The compiler casted 'a' to uint.
If I change it to "printf("%u", b);" it correctly prints 0.

Anyway, does a casted-to-int floating-point always floor the value?


June 13, 2003
int main()
{
    real a = 0.9;
    ulong b = cast(ulong) a;
    printf("%u", cast(uint) b);
    return 0;
}

Prints: 1717987328
In hex it would be: 0x66666800
I have no idea about what's happening here.
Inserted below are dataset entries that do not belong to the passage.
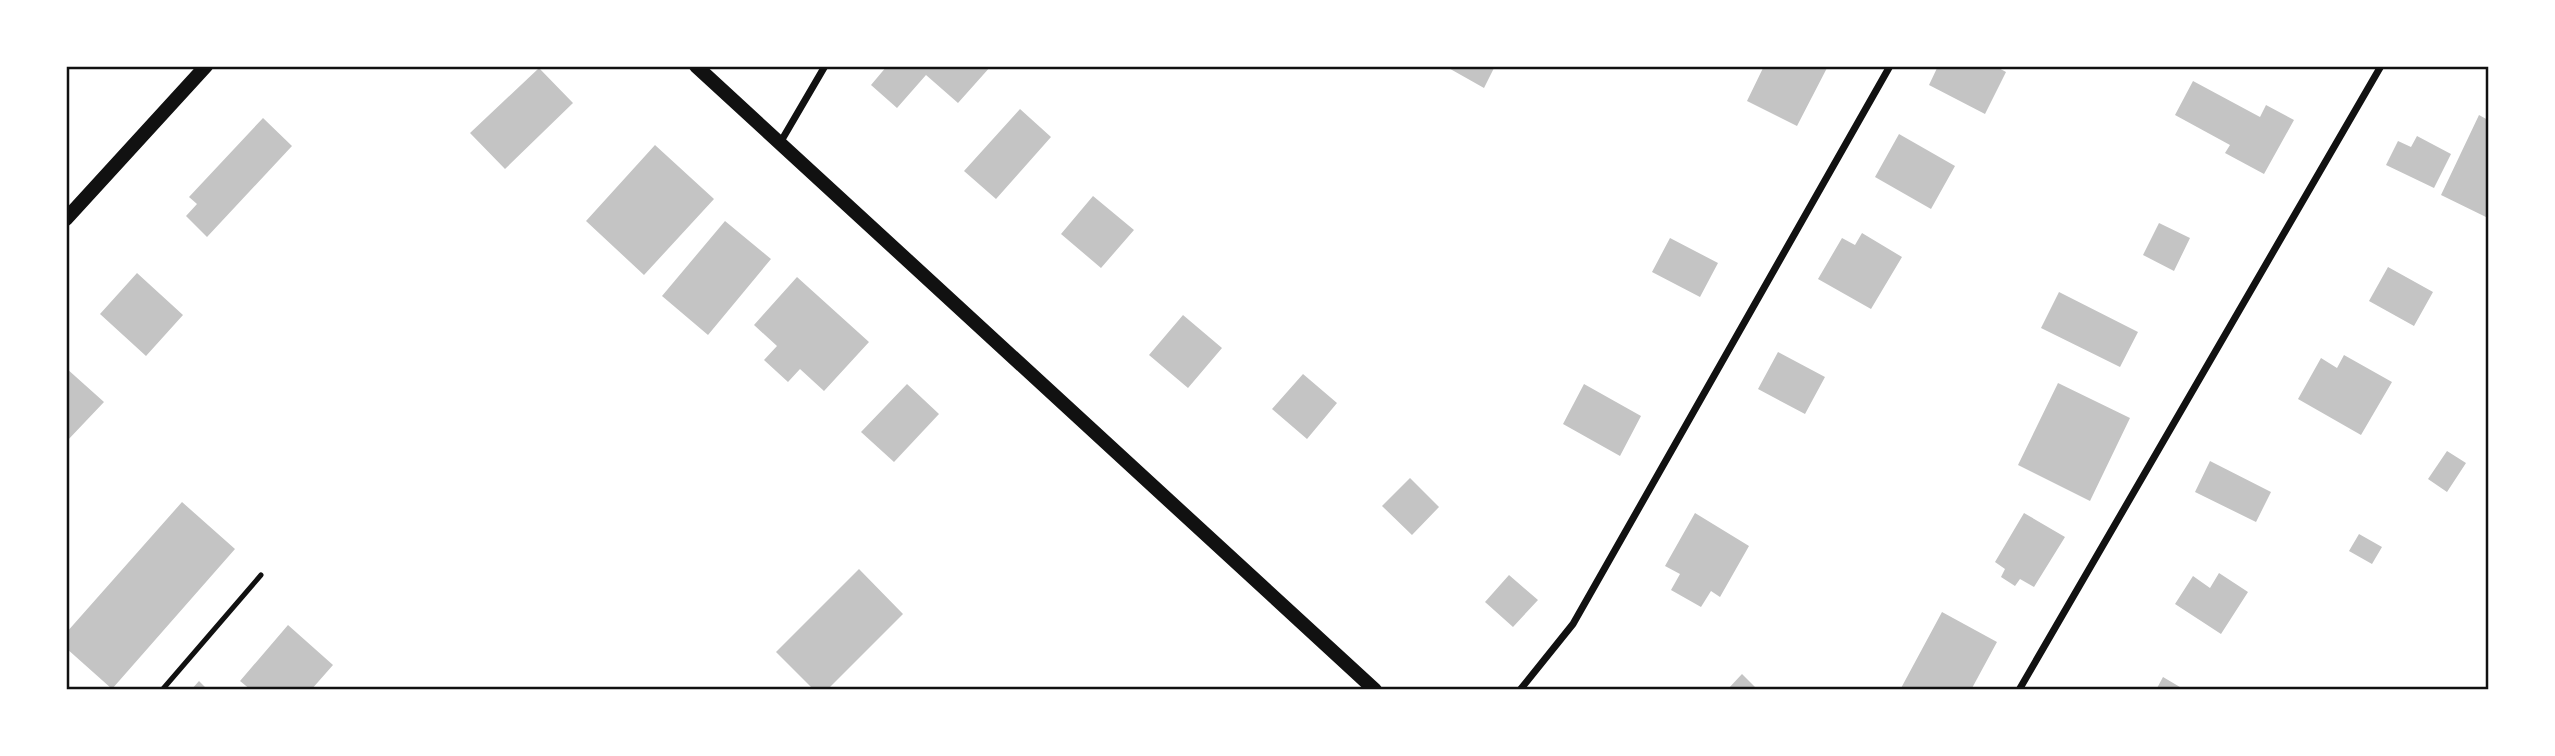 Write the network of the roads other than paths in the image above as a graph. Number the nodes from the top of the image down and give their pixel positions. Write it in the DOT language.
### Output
graph roads {
  1 [pos="206,66"];
  2 [pos="696,66"];
  3 [pos="825,66"];
  4 [pos="1890,66"];
  5 [pos="2381,66"];
  6 [pos="780,144"];
  7 [pos="66,219"];
  8 [pos="261,575"];
  9 [pos="162,690"];
  10 [pos="1375,690"];
  11 [pos="1520,690"];
  12 [pos="2019,690"];
  1 -- 7 [label="main road"];
  2 -- 6 [label="main road"];
  3 -- 6 [label="street"];
  4 -- 11 [label="street"];
  5 -- 12 [label="street"];
  6 -- 10 [label="main road"];
  8 -- 9 [label="lane"];
}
ulong b = cast(ulong)cast(float) a; <- this fails as well
ulong b = cast(ulong)cast(double) a; <- OK


June 14, 2003
"Dario" <supdar@yahoo.com> wrote in message news:bccpsa$14je$1@digitaldaemon.com...
> int main()
> {
>     real a = 0.9;
>     int b = cast(int) a;
>     printf("%i", b);
>     return 0;
> }
>
> This prints -2147483648...
> The compiler casted 'a' to uint.
> If I change it to "printf("%u", b);" it correctly prints 0.

This looks like a bug with %i.


> Anyway, does a casted-to-int floating-point always floor the value?

Yes.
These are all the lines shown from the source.